Dans Loren & Rose le jeune réalisateur est tiraillé entre ses idéaux, ses rêves et la réalité du monde cinématographique avec les inévitables besoins du marché. Comment avez-vous vécu vos premières années dans le monde du cinéma ?
J’étais désorienté, je n’avais aucune idée de ce qui allait m’arriver. Avoir ce métier m’a surpris, tout le monde savait que je n’étais pas une vraie actrice, que je débutais ; par contre, j’avais encore conscience de devoir rester calme, à ma place, et apprendre. J’ai étudié mes lignes, et je voulais être sérieux, poli et gentil avec tout le monde. Je ne pensais pas beaucoup à moi-même, mais on m’a souvent dit que je possédais une certaine gravité pour quelqu’un d’aussi jeune. Tout m’a semblé très intéressant : je suis un gars curieux, j’ai toujours aimé rencontrer de nouvelles personnes et poser des questions. Cela aussi était un processus d’apprentissage.
« la plus belle actrice de tous les temps »
En 1977, Newsweek l’a nommée « la plus belle actrice de tous les temps ». 45 ans plus tard, elle a toujours beaucoup de charme et semble défier les lois de la nature. Pardonne-moi, comment vas-tu ?
Écoutez, c’est un travail quotidien, ça commence le matin au réveil : j’essaie de ne pas avoir de pensées négatives ; s’il y en a, je m’engage à les « réparer », compte tenu de toutes les expériences que j’ai vécues et des difficultés que j’ai surmontées. Je suis une personne ouverte aux autres, et je n’aime pas penser du mal de tout et de tout le monde : une inclination positive aide votre visage à ne pas trop s’énerver ! J’ai toujours évité les soins esthétiques, j’essaie de manger sainement, j’évite le sel si je peux, je passe beaucoup de temps à l’air libre, mais je travaille surtout sur mes émotions, sur moi-même. Naturellement, j’ai donc de bons gènes, mais le mien est un engagement constant, pas une question de crèmes et de charges.
J’aimerais vous parler des femmes d’aujourd’hui. Ces dernières années, nous avons assisté à la naissance de mouvements tels que #MeToo, et à des changements cruciaux dans le domaine du travail, dans la relation entre les hommes et les femmes. En tant que femme de grande expérience, comment voyez-vous ce tournant social ?

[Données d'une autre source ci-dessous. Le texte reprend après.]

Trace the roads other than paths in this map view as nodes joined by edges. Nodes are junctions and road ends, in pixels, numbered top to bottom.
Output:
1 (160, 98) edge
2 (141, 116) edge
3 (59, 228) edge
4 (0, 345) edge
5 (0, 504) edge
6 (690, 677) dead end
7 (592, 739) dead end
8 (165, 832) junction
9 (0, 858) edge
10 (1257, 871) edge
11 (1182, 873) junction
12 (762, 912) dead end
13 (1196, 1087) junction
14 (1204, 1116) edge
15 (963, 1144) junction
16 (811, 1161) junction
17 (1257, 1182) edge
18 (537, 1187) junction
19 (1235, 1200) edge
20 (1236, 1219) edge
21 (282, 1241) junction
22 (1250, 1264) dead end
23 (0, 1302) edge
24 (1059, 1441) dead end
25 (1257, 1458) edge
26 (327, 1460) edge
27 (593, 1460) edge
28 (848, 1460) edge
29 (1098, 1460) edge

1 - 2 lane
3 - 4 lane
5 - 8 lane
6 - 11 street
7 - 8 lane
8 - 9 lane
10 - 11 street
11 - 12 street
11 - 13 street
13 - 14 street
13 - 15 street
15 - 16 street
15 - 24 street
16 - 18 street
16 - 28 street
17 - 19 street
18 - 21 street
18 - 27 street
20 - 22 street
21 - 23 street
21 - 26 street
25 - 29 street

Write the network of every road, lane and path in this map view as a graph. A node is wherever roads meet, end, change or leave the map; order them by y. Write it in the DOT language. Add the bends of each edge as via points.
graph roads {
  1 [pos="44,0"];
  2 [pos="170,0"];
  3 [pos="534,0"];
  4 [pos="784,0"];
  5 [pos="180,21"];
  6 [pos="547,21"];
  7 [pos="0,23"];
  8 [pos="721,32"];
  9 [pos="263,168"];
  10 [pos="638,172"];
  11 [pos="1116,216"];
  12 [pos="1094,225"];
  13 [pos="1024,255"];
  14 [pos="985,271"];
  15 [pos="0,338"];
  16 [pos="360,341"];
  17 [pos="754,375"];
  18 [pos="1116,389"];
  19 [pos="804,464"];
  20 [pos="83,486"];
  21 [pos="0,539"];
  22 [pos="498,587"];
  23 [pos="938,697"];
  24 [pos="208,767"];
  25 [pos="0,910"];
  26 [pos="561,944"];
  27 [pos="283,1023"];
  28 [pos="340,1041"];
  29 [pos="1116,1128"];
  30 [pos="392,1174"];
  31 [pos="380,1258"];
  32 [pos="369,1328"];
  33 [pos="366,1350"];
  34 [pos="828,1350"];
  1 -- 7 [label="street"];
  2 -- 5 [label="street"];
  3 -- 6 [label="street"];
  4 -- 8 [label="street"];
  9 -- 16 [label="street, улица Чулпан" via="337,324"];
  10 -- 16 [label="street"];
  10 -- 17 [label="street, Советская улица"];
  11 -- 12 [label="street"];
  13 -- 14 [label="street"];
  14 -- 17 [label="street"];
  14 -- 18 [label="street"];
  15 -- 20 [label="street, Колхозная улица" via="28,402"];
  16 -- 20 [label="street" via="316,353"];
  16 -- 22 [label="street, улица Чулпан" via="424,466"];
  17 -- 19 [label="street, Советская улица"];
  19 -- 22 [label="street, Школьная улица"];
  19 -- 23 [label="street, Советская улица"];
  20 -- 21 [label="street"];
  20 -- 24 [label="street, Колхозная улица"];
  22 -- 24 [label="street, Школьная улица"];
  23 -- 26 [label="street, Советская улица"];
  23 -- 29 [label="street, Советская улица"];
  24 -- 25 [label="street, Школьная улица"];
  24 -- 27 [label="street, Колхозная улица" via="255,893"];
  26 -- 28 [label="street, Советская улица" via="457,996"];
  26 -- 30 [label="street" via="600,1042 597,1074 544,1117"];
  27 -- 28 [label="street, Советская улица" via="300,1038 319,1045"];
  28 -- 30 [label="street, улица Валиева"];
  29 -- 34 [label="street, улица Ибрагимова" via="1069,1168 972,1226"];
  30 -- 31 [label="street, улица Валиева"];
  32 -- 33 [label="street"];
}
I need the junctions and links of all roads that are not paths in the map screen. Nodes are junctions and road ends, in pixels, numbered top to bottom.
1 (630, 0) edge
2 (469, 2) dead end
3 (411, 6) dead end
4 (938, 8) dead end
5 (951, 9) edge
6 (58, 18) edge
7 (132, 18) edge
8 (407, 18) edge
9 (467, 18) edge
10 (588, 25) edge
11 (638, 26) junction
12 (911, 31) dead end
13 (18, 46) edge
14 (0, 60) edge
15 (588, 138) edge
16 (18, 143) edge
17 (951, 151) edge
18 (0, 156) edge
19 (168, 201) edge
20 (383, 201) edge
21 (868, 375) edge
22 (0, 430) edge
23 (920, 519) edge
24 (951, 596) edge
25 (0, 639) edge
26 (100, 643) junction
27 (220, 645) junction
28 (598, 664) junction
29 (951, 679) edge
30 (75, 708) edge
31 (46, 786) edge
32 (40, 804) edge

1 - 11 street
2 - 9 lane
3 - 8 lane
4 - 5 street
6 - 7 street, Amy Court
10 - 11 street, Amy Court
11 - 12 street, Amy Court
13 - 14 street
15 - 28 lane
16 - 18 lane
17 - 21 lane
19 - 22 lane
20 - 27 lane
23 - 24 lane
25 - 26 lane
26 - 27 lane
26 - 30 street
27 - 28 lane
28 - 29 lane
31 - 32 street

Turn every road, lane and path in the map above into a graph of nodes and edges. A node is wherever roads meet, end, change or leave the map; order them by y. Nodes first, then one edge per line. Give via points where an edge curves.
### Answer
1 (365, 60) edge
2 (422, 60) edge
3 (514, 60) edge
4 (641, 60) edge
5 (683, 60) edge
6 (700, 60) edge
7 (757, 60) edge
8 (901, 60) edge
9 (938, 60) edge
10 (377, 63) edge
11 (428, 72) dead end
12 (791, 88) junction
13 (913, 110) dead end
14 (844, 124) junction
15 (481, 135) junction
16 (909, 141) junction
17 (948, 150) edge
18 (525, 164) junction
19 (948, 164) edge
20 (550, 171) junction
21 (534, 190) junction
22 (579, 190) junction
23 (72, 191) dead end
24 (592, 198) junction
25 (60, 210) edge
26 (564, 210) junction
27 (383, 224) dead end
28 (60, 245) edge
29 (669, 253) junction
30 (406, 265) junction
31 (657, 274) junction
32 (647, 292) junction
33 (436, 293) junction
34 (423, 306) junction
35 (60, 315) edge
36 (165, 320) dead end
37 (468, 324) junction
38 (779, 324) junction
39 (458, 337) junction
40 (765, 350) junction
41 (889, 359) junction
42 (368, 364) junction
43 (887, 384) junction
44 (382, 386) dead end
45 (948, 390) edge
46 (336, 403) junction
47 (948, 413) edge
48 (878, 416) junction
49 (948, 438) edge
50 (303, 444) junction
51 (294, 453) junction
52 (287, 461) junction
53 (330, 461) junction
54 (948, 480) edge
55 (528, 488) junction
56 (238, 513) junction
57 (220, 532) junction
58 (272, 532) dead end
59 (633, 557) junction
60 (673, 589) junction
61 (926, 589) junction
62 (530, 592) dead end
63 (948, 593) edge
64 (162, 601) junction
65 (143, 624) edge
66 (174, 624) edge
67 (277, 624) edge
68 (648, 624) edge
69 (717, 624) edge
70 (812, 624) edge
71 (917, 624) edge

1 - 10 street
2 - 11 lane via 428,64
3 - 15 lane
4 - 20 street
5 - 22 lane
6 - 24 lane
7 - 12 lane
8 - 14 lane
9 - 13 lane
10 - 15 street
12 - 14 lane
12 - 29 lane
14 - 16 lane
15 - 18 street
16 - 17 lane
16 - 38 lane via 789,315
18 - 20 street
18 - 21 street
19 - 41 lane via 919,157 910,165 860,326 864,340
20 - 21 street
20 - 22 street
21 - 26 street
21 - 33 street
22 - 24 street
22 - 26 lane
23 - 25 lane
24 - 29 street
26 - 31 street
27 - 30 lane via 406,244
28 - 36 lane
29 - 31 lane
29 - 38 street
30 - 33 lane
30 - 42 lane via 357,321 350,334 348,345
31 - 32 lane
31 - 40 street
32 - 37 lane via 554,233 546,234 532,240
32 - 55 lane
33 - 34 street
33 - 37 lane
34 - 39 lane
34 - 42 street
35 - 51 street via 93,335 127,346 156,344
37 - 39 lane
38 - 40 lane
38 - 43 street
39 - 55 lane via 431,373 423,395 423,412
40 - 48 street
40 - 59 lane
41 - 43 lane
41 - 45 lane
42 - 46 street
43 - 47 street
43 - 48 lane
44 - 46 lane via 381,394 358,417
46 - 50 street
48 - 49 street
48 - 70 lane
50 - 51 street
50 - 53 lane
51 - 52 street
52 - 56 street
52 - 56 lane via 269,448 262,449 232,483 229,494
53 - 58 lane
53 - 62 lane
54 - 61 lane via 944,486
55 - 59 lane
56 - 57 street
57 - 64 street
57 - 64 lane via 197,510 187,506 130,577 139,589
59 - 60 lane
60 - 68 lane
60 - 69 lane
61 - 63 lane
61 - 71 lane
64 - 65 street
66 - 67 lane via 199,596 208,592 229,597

Honnêtement, cela ressemble à une catastrophe pour moi. Les relations entre les femmes et les hommes ne sont certainement pas bonnes en ce moment : suspicion, colère, indignation des deux côtés. Je trouve cette situation assez ambiguë : les hommes sont ce qu’ils sont, et certaines qualités qu’on aime chez eux sont aussi celles qu’on déteste. Je ne peux pas trouver un moyen de sortir de ce gâchis. Je me demande comment cela va se terminer si les hommes et les femmes continuent d’avoir une relation aussi aigre et conflictuelle. J’appartiens sans aucun doute à une génération de femmes qui ont dû faire avec. Nous avons eu différents types d’expériences, peut-être pas extrêmement brûlantes, mais c’est aussi une question d’attitude, de manière et d’approche : cependant, je crois que nous pouvons réagir sans finir devant les tribunaux. Parfois, un mot sec ou un geste brusque peut bloquer un comportement agressif et écrasant. Mais ce n’est que mon avis, je ne veux surtout pas critiquer.
Allons-nous conclure par un geste d’ouverture ?
J’aimerais que nous puissions à nouveau apprécier la relation avec les hommes de manière positive, la vie devient plus ennuyeuse si nous ne pouvons pas communiquer. Je sais, je parle trop, et je serai puni pour ça, mais c’est important pour moi de te dire ce que je pense, ce que je ressens.